Presenting their research in Vienna, Professor Reynolds’ group showed that polymorphisms in the 5-HT2C and leptin genes interacted strongly to influence waist circumference and body mass index (BMI) in people with schizophrenia.

For example, among patients expressing a common polymorphism in the 5-HT2C receptor (759CC), those carrying the leptin G allele (AG or GG) exhibited significantly higher BMI, larger waist circumference and lower risk of metabolic syndrome than those with the AA leptin genotype. BMI was approximately 26 kg/m2 and waist circumference almost 94 cm in those with the AA genotype. This compared with 30 kg/m2 and 104 cm respectively in those carrying the leptin G allele.

“In our studies of patients taking antipsychotics for the first time, our two genetic polymorphisms explain about 30% of the variance in weight gain,” Professor Reynolds told PharmaTimes. "That’s not bad for something that is inevitably dependent on other factors, such as is there a Coke dispenser nearby, do they prefer salad to chips and how much exercise they take."

Genetic test?

In the future, Professor Reynolds suggests, these genetic risk factors may lead to a test that predicts a patient's liability to metabolic disease following antipsychotic drug treatment and could help doctors to choose the most appropriate treatment for each patient. However, he adds, further work is needed to translate the research into a clinical test. For example, other genes may contribute to the risk.

Nevertheless, Professor Reynolds believes a kit could be developed.

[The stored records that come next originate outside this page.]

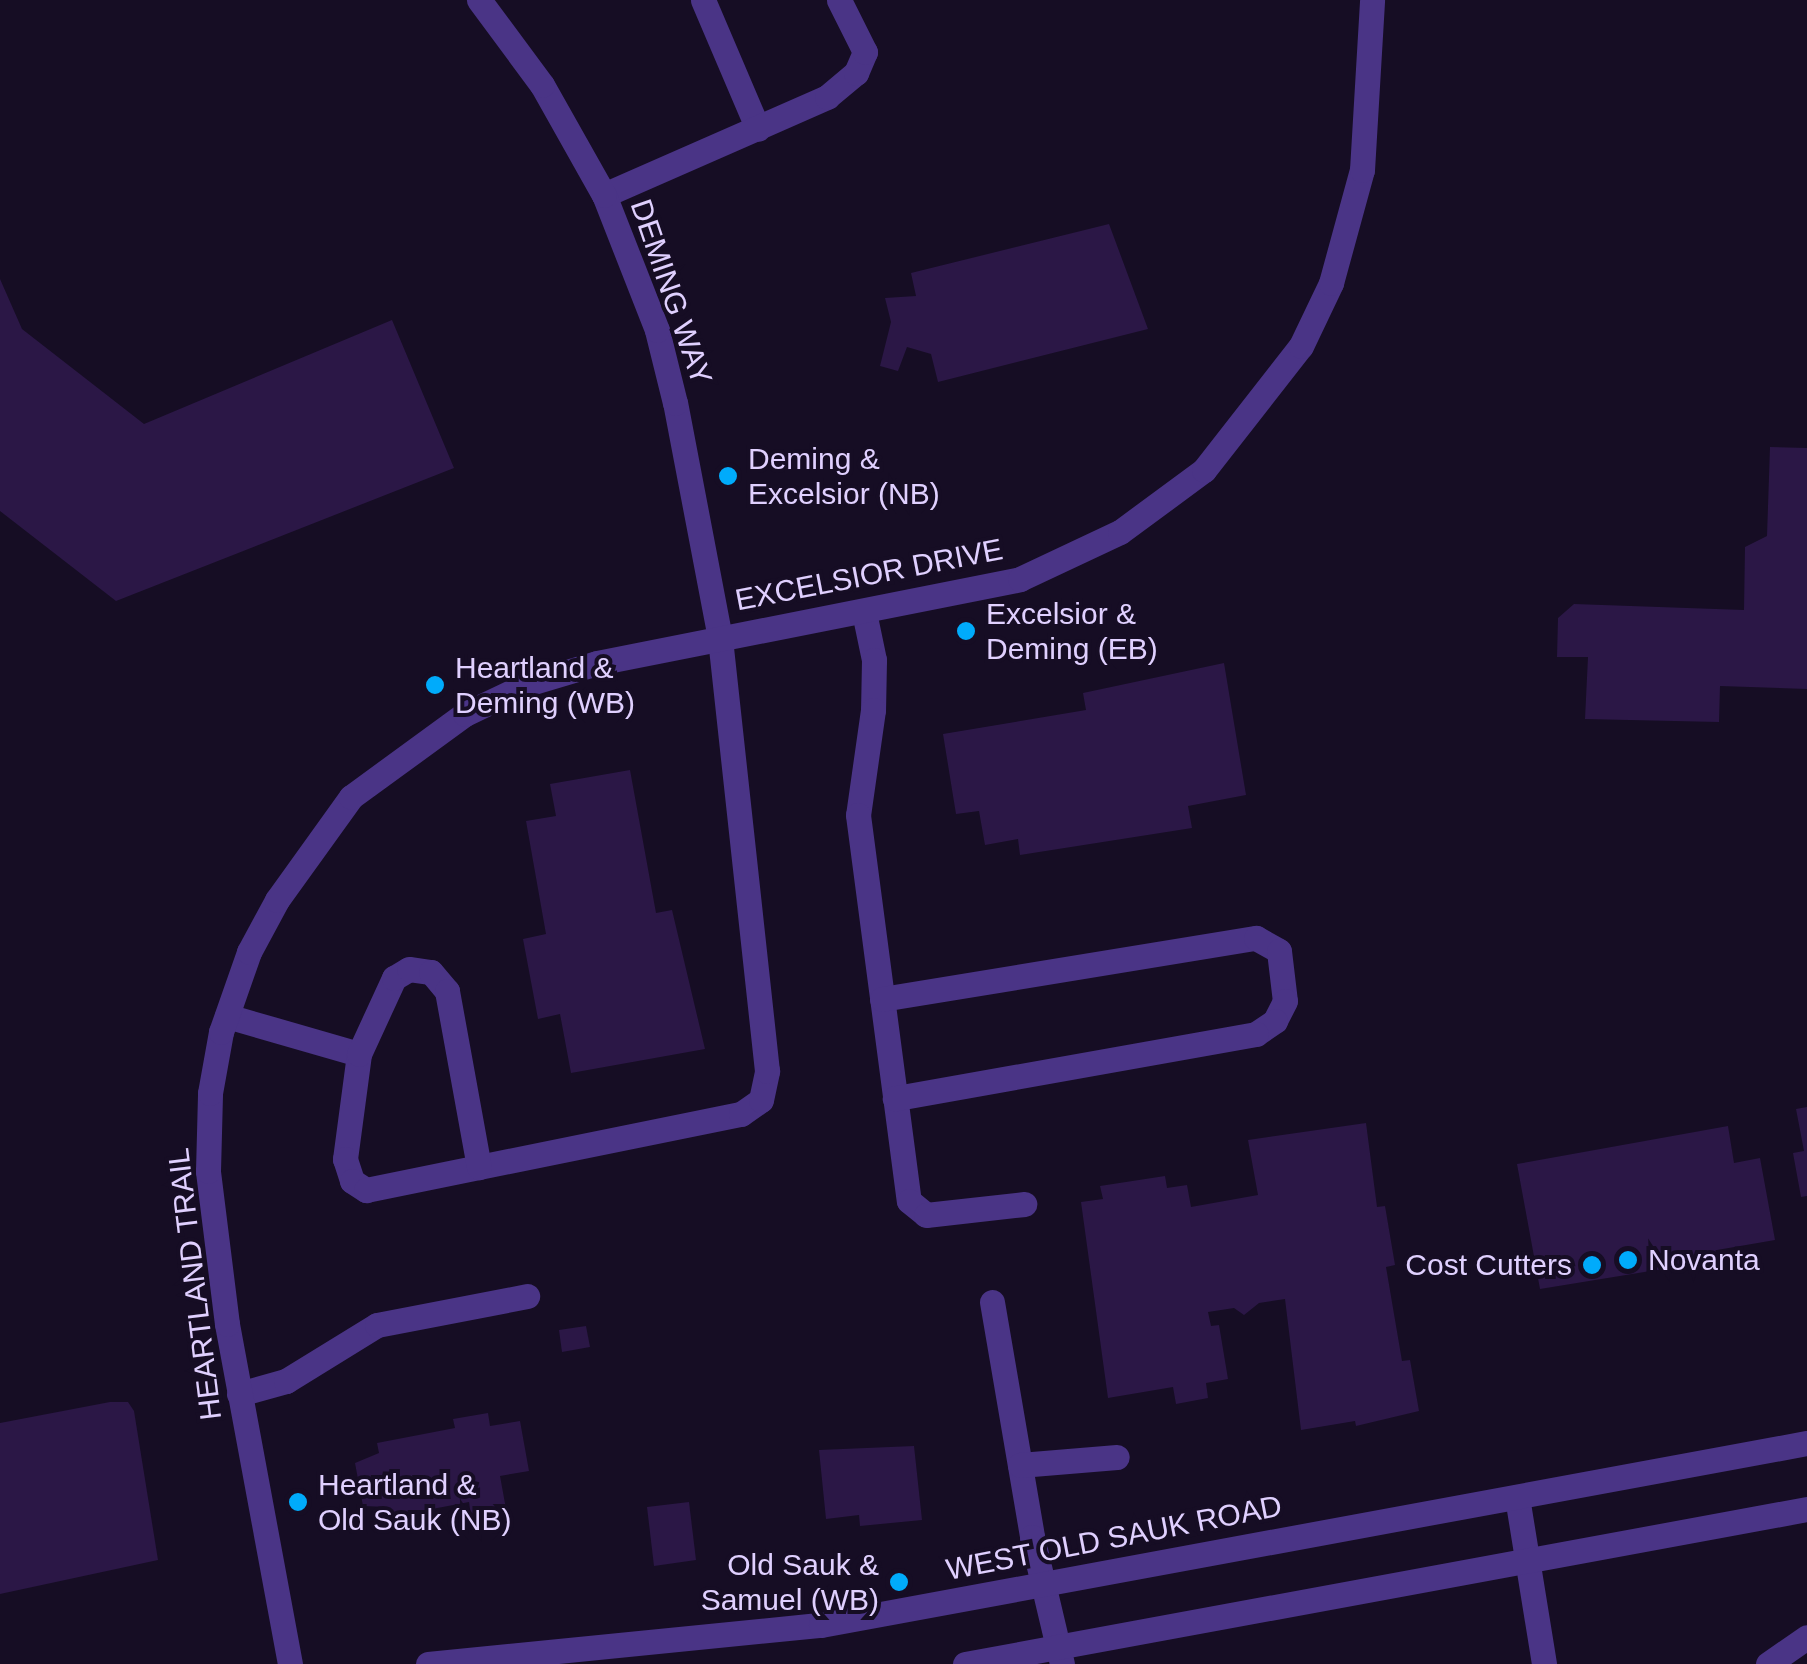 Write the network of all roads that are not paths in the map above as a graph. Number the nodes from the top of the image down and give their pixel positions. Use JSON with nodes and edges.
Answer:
{"nodes":[{"id":1,"x":480,"y":0,"type":"edge"},
{"id":2,"x":703,"y":0,"type":"edge"},
{"id":3,"x":839,"y":0,"type":"edge"},
{"id":4,"x":1372,"y":0,"type":"edge"},
{"id":5,"x":758,"y":129,"type":"junction"},
{"id":6,"x":604,"y":195,"type":"junction"},
{"id":7,"x":864,"y":612,"type":"junction"},
{"id":8,"x":720,"y":638,"type":"junction"},
{"id":9,"x":882,"y":999,"type":"junction"},
{"id":10,"x":227,"y":1016,"type":"junction"},
{"id":11,"x":359,"y":1054,"type":"junction"},
{"id":12,"x":895,"y":1098,"type":"junction"},
{"id":13,"x":479,"y":1167,"type":"junction"},
{"id":14,"x":1024,"y":1204,"type":"dead end"},
{"id":15,"x":527,"y":1296,"type":"dead end"},
{"id":16,"x":992,"y":1302,"type":"dead end"},
{"id":17,"x":239,"y":1394,"type":"junction"},
{"id":18,"x":1807,"y":1443,"type":"edge"},
{"id":19,"x":1118,"y":1458,"type":"dead end"},
{"id":20,"x":1020,"y":1465,"type":"junction"},
{"id":21,"x":1517,"y":1497,"type":"junction"},
{"id":22,"x":1807,"y":1509,"type":"edge"},
{"id":23,"x":1528,"y":1558,"type":"junction"},
{"id":24,"x":1045,"y":1583,"type":"junction"},
{"id":25,"x":1807,"y":1637,"type":"edge"},
{"id":26,"x":1060,"y":1656,"type":"edge"},
{"id":27,"x":290,"y":1664,"type":"edge"},
{"id":28,"x":428,"y":1664,"type":"edge"},
{"id":29,"x":965,"y":1664,"type":"edge"},
{"id":30,"x":1544,"y":1664,"type":"edge"},
{"id":31,"x":1768,"y":1664,"type":"edge"}],
"edges":[{"from":1,"to":6,"type":"street","name":"DEMING WAY"},
{"from":2,"to":5,"type":"street"},
{"from":3,"to":5,"type":"street"},
{"from":4,"to":7,"type":"street","name":"EXCELSIOR DRIVE"},
{"from":5,"to":6,"type":"street"},
{"from":6,"to":8,"type":"street","name":"DEMING WAY"},
{"from":7,"to":8,"type":"street","name":"EXCELSIOR DRIVE"},
{"from":7,"to":9,"type":"street"},
{"from":8,"to":10,"type":"street","name":"HEARTLAND TRAIL"},
{"from":8,"to":13,"type":"street","name":"DEMING WAY"},
{"from":9,"to":12,"type":"street"},
{"from":9,"to":12,"type":"street"},
{"from":10,"to":11,"type":"street"},
{"from":10,"to":17,"type":"street","name":"HEARTLAND TRAIL"},
{"from":11,"to":13,"type":"street","name":"DEMING WAY"},
{"from":11,"to":13,"type":"street"},
{"from":12,"to":14,"type":"street"},
{"from":15,"to":17,"type":"street"},
{"from":16,"to":20,"type":"street"},
{"from":17,"to":27,"type":"street","name":"HEARTLAND TRAIL"},
{"from":18,"to":21,"type":"street","name":"WEST OLD SAUK ROAD"},
{"from":19,"to":20,"type":"street"},
{"from":20,"to":24,"type":"street"},
{"from":21,"to":23,"type":"street"},
{"from":21,"to":24,"type":"street","name":"WEST OLD SAUK ROAD"},
{"from":22,"to":23,"type":"street"},
{"from":23,"to":26,"type":"street"},
{"from":23,"to":30,"type":"street"},
{"from":24,"to":26,"type":"street"},
{"from":24,"to":28,"type":"street","name":"WEST OLD SAUK ROAD"},
{"from":25,"to":31,"type":"street"},
{"from":26,"to":29,"type":"street"}]}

Indeed, marketed tests already predict the response to, and side-effects from, clozapine.

“As well as expanding our current sample, we plan to investigate prospectively the impact of genetic information about patients’ propensity to gain weight and, eventually, develop the metabolic syndrome on antipsychotic prescribing,” he comments. "This would indicate the value of such a genetic test."